Stored data:
* * * * * * *
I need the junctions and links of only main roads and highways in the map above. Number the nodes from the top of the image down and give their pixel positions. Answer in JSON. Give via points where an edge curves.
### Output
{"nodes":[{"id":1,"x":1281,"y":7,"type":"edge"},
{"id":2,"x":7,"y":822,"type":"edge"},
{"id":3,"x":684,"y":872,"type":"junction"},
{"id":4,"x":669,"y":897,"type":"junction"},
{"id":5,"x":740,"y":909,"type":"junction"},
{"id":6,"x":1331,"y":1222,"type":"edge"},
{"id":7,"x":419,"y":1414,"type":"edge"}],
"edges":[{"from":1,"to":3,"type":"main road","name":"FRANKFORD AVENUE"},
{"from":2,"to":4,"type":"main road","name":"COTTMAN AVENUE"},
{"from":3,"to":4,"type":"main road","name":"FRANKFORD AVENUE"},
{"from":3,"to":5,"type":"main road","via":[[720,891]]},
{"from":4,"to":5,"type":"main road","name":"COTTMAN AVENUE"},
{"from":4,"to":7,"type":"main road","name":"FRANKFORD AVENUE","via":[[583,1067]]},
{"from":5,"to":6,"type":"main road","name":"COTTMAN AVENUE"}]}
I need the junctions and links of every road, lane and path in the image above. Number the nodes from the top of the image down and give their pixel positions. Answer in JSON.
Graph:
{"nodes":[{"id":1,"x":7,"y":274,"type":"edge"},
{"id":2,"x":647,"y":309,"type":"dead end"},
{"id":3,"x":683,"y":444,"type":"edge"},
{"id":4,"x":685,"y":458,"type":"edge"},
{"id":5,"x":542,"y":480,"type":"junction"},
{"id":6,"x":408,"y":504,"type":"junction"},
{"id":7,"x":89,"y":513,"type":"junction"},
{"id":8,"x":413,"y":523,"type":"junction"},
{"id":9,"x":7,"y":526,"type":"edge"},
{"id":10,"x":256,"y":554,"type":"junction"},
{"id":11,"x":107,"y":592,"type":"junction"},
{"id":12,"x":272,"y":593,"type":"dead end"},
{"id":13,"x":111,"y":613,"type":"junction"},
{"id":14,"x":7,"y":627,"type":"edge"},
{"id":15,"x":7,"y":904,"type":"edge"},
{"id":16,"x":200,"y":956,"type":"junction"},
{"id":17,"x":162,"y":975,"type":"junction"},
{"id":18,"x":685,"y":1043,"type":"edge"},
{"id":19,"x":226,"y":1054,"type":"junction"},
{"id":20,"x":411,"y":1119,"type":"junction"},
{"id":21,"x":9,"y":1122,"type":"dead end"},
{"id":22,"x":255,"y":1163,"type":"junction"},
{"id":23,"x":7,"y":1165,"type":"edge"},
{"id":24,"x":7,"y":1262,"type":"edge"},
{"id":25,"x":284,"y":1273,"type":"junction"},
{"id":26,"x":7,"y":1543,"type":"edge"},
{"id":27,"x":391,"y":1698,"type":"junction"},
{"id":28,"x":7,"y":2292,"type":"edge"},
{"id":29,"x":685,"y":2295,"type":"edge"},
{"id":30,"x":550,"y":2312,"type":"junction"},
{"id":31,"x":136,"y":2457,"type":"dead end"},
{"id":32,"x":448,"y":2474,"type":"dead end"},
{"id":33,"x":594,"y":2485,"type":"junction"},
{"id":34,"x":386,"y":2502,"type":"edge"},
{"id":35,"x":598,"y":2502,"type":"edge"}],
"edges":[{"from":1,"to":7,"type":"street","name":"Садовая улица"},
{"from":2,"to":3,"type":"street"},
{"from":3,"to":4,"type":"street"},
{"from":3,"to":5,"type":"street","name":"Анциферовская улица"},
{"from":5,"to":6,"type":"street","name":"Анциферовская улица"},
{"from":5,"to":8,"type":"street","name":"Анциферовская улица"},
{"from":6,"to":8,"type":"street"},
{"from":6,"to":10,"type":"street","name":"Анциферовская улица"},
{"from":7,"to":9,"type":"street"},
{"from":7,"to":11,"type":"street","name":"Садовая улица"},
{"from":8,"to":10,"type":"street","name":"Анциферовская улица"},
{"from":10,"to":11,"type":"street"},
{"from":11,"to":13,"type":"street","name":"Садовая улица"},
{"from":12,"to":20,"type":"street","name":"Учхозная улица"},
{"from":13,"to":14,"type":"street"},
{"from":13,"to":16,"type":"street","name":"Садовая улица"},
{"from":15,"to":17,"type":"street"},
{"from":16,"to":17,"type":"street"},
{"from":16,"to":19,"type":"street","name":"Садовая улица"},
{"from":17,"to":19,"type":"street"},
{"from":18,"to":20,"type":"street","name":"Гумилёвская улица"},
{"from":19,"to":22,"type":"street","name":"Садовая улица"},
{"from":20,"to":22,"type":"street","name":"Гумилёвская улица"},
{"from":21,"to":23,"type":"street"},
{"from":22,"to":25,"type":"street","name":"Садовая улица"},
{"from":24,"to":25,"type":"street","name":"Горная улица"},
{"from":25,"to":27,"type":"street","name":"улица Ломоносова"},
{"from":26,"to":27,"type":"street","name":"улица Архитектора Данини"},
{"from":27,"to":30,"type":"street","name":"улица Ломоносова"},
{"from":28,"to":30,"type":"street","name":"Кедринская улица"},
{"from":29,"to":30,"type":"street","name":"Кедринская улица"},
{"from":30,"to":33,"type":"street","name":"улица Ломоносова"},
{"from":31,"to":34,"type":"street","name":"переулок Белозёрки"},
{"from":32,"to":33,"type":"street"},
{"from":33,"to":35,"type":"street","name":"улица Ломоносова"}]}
* * * * * * *
### Task item:
Would you report every line of the entries above containing the word "dead"?

### Problem solution:
{"id":2,"x":647,"y":309,"type":"dead end"},
{"id":12,"x":272,"y":593,"type":"dead end"},
{"id":21,"x":9,"y":1122,"type":"dead end"},
{"id":31,"x":136,"y":2457,"type":"dead end"},
{"id":32,"x":448,"y":2474,"type":"dead end"},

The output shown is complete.